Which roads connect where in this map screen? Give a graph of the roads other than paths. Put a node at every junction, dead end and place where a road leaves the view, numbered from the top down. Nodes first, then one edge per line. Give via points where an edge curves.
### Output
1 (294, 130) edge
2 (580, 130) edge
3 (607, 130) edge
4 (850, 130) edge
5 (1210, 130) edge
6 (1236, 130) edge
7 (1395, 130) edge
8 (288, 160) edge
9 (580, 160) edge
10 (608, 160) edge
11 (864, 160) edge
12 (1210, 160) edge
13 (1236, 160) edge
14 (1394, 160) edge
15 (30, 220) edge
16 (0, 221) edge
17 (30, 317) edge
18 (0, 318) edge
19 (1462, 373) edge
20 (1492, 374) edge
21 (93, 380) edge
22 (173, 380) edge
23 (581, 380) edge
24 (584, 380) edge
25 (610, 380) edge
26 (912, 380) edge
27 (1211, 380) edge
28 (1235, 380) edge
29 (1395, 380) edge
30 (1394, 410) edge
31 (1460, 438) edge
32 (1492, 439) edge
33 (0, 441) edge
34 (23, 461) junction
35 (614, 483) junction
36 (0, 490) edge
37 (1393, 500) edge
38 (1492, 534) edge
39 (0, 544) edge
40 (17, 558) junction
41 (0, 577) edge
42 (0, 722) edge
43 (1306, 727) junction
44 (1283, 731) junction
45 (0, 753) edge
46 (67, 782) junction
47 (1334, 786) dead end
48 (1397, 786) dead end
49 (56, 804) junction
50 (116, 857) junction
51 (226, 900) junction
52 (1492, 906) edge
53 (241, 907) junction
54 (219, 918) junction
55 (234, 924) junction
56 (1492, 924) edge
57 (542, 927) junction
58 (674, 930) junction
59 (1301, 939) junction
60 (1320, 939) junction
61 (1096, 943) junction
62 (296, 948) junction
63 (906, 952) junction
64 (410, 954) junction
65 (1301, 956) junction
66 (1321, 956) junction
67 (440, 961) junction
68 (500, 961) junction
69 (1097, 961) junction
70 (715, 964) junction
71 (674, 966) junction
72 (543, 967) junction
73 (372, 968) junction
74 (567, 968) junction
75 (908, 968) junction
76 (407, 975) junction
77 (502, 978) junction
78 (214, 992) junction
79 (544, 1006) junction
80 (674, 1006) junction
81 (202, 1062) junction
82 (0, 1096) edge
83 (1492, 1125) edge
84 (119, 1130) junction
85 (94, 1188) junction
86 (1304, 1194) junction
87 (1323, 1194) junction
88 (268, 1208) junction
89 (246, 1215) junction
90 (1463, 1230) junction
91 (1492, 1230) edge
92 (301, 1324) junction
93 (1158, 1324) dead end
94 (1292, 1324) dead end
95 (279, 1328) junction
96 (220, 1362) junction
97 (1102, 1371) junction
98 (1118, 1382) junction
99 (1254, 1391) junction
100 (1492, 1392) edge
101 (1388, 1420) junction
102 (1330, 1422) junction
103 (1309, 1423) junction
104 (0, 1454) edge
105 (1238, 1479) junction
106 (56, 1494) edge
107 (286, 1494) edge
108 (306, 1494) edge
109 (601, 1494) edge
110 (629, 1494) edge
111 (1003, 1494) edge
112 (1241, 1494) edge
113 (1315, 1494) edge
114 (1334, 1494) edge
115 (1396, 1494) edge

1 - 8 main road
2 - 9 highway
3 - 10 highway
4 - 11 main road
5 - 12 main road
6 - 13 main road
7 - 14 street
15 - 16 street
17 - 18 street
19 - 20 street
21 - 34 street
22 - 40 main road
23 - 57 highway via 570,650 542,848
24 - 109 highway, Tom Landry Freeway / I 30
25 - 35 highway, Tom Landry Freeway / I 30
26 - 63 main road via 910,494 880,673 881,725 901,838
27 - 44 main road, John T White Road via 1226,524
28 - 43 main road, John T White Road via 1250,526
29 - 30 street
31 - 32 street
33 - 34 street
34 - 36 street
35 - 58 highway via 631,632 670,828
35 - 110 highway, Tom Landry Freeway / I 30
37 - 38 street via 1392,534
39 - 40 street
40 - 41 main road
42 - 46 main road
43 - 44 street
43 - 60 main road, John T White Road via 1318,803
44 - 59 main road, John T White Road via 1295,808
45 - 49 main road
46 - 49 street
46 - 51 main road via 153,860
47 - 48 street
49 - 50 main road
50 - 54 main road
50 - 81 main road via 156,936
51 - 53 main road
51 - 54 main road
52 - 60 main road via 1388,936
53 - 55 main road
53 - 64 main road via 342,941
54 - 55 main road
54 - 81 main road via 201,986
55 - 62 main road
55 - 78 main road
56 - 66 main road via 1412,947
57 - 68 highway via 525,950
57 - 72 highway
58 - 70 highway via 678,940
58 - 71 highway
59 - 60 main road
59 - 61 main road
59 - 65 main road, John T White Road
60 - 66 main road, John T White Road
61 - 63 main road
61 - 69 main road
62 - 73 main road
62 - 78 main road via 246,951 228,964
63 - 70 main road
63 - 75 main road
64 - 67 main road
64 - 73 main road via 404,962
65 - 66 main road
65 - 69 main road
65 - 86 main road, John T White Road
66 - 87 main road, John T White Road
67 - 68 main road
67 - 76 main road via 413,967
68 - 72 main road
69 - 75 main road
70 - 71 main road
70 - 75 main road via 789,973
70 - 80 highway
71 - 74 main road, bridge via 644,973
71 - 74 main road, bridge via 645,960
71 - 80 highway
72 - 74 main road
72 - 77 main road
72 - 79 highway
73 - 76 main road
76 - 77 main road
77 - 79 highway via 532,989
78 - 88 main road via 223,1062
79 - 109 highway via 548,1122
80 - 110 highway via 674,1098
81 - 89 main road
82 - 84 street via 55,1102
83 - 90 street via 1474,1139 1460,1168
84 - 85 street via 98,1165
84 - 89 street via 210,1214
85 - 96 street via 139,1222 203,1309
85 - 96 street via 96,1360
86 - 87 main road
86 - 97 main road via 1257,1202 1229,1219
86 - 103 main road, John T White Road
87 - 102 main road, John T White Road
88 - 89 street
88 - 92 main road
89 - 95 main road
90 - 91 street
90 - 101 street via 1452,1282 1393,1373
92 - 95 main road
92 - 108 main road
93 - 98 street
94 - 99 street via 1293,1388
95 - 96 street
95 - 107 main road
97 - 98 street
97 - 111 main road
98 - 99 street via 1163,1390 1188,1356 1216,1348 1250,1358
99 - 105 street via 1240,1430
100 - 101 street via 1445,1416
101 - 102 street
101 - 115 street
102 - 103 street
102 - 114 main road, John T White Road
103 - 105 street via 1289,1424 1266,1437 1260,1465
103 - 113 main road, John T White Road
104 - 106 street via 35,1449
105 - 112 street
———
TASK DETAILS: When a line in the listing has the string "bridge" in it, return that line.

OUTPUT OF THE EXERCISE:
71 - 74 main road, bridge via 644,973
71 - 74 main road, bridge via 645,960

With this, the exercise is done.